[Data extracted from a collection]

^^^^^^^^

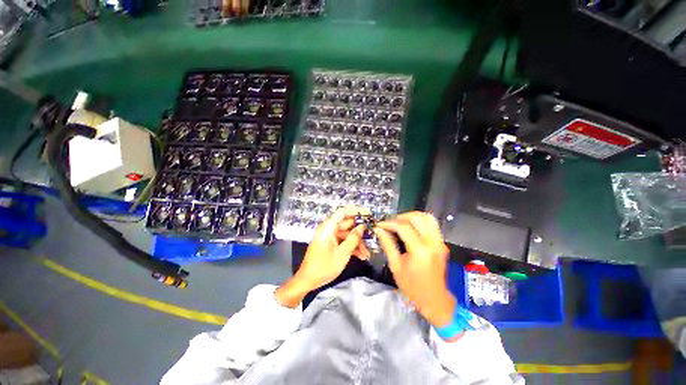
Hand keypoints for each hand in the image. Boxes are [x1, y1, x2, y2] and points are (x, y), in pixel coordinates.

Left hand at [275, 207, 370, 307]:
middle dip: (360, 232)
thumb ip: (353, 239)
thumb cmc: (324, 266)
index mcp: (328, 227)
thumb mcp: (342, 253)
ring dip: (357, 243)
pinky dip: (351, 247)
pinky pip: (343, 242)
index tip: (368, 213)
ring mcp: (329, 237)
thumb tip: (362, 227)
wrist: (308, 281)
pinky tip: (361, 256)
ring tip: (367, 253)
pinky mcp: (330, 245)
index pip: (343, 212)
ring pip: (347, 235)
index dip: (356, 211)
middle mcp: (329, 229)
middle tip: (372, 236)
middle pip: (347, 225)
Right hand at [374, 211, 455, 326]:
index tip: (380, 224)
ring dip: (412, 216)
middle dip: (400, 217)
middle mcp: (432, 243)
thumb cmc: (412, 287)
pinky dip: (420, 221)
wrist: (434, 300)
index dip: (389, 223)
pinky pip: (432, 224)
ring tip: (400, 222)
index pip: (403, 227)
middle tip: (390, 223)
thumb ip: (387, 244)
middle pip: (416, 218)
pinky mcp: (442, 243)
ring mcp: (439, 242)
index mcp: (420, 250)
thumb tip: (379, 230)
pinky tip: (411, 228)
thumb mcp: (395, 266)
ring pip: (427, 217)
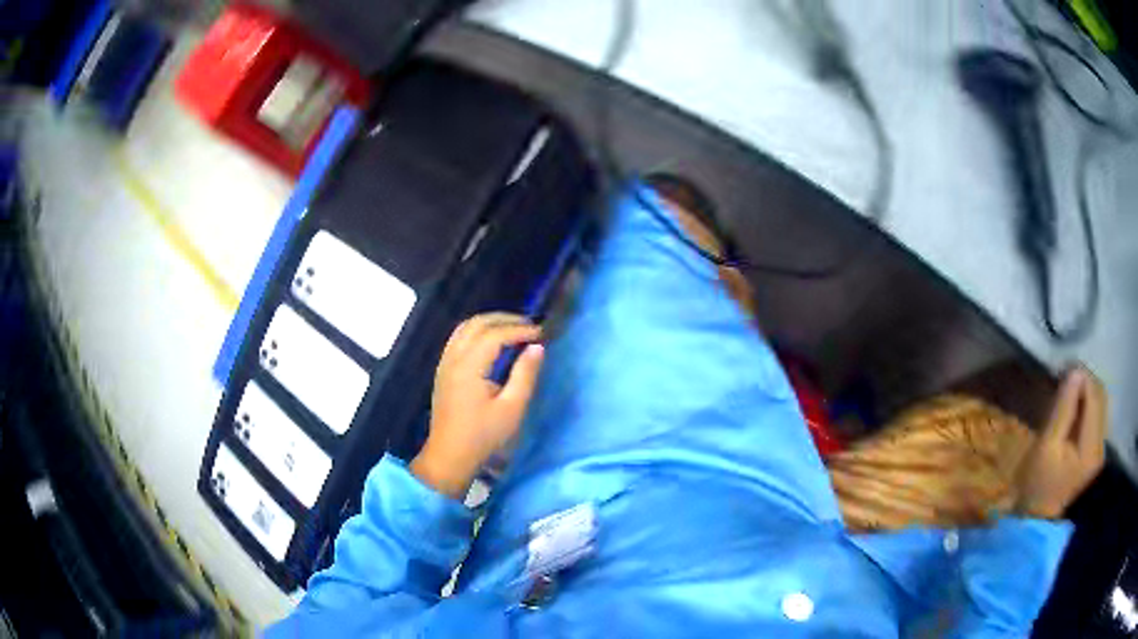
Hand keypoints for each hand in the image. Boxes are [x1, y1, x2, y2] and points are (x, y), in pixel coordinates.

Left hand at [411, 313, 544, 498]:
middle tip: (530, 326)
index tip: (541, 334)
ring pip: (465, 327)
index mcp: (468, 367)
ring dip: (490, 322)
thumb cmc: (483, 436)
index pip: (495, 335)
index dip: (519, 330)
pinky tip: (491, 341)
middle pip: (478, 324)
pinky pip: (458, 337)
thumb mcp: (511, 409)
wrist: (450, 455)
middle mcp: (453, 358)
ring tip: (513, 329)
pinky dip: (477, 331)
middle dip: (505, 320)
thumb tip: (537, 347)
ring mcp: (445, 362)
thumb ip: (525, 375)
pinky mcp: (443, 370)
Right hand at [1014, 365, 1107, 518]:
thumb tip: (1075, 372)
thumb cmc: (1037, 489)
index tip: (1063, 369)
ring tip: (1067, 393)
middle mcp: (1100, 446)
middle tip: (1064, 378)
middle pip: (1100, 398)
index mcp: (1091, 447)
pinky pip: (1095, 420)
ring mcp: (1098, 453)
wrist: (1036, 527)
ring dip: (1085, 394)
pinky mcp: (1093, 457)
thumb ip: (1063, 409)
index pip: (1094, 395)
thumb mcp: (1045, 448)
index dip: (1081, 376)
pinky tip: (1072, 412)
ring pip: (1099, 407)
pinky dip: (1085, 408)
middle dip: (1084, 382)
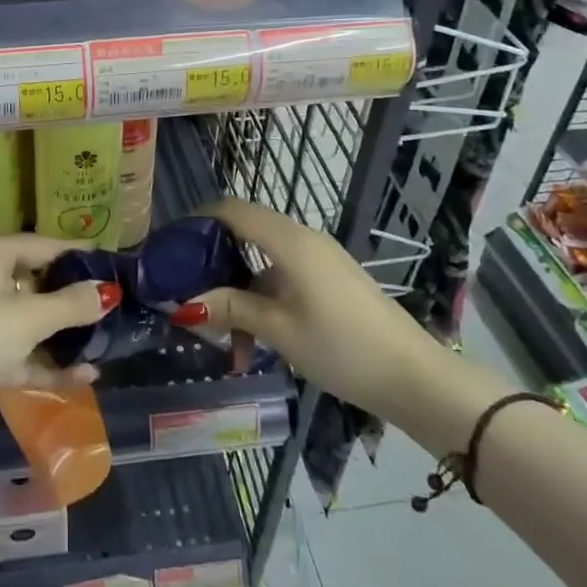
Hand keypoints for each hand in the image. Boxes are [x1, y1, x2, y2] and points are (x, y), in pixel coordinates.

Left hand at [0, 234, 119, 410]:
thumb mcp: (29, 318)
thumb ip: (71, 304)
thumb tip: (107, 291)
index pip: (44, 246)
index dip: (79, 255)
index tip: (113, 263)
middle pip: (37, 282)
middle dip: (74, 300)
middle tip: (114, 306)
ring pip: (30, 319)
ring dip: (64, 335)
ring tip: (105, 344)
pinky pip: (19, 348)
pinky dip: (46, 360)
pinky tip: (84, 376)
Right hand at [176, 197, 440, 418]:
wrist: (415, 377)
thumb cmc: (342, 347)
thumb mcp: (279, 330)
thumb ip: (232, 309)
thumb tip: (186, 304)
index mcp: (289, 241)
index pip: (233, 209)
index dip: (198, 219)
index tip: (171, 245)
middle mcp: (303, 239)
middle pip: (246, 233)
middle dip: (214, 262)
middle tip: (188, 292)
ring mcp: (319, 260)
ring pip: (263, 261)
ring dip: (239, 291)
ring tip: (223, 337)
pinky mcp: (330, 280)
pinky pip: (284, 276)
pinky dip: (263, 299)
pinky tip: (256, 341)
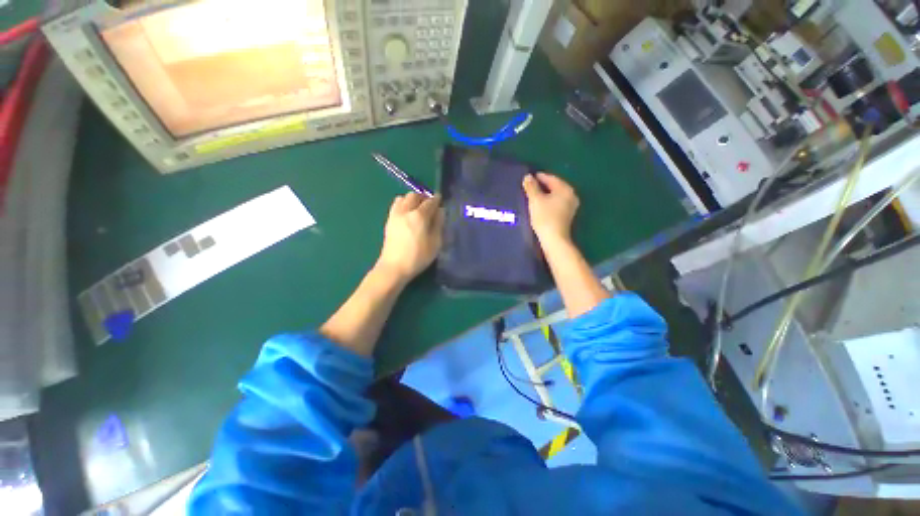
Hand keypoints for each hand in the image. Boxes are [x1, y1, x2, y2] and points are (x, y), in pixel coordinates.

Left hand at [375, 193, 443, 282]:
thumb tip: (440, 211)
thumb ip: (438, 224)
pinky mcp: (388, 220)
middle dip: (424, 197)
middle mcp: (406, 211)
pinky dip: (403, 204)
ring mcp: (395, 215)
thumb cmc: (418, 257)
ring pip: (403, 198)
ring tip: (418, 209)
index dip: (437, 199)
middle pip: (414, 195)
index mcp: (419, 216)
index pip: (430, 202)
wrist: (394, 267)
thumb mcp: (435, 243)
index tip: (441, 200)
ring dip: (412, 199)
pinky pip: (396, 205)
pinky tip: (408, 214)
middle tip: (430, 205)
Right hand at [522, 173, 579, 246]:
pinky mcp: (567, 215)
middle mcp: (571, 195)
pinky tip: (542, 205)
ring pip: (556, 195)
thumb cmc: (545, 217)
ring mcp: (571, 206)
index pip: (551, 178)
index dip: (540, 177)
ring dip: (546, 194)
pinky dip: (549, 201)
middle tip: (531, 185)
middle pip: (555, 186)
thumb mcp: (535, 200)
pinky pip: (557, 203)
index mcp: (565, 189)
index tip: (529, 177)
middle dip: (543, 185)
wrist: (554, 239)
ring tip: (534, 195)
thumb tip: (528, 177)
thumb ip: (531, 187)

^^^^^^^^

> _Your instructions_: The lines holding the word "wrist" are the answer. Pull them out of the records and copy them.

> _Answer to the exercise_:
wrist: (308, 281)
wrist: (434, 300)
wrist: (450, 455)
wrist: (1036, 527)
wrist: (415, 377)
wrist: (394, 267)
wrist: (554, 239)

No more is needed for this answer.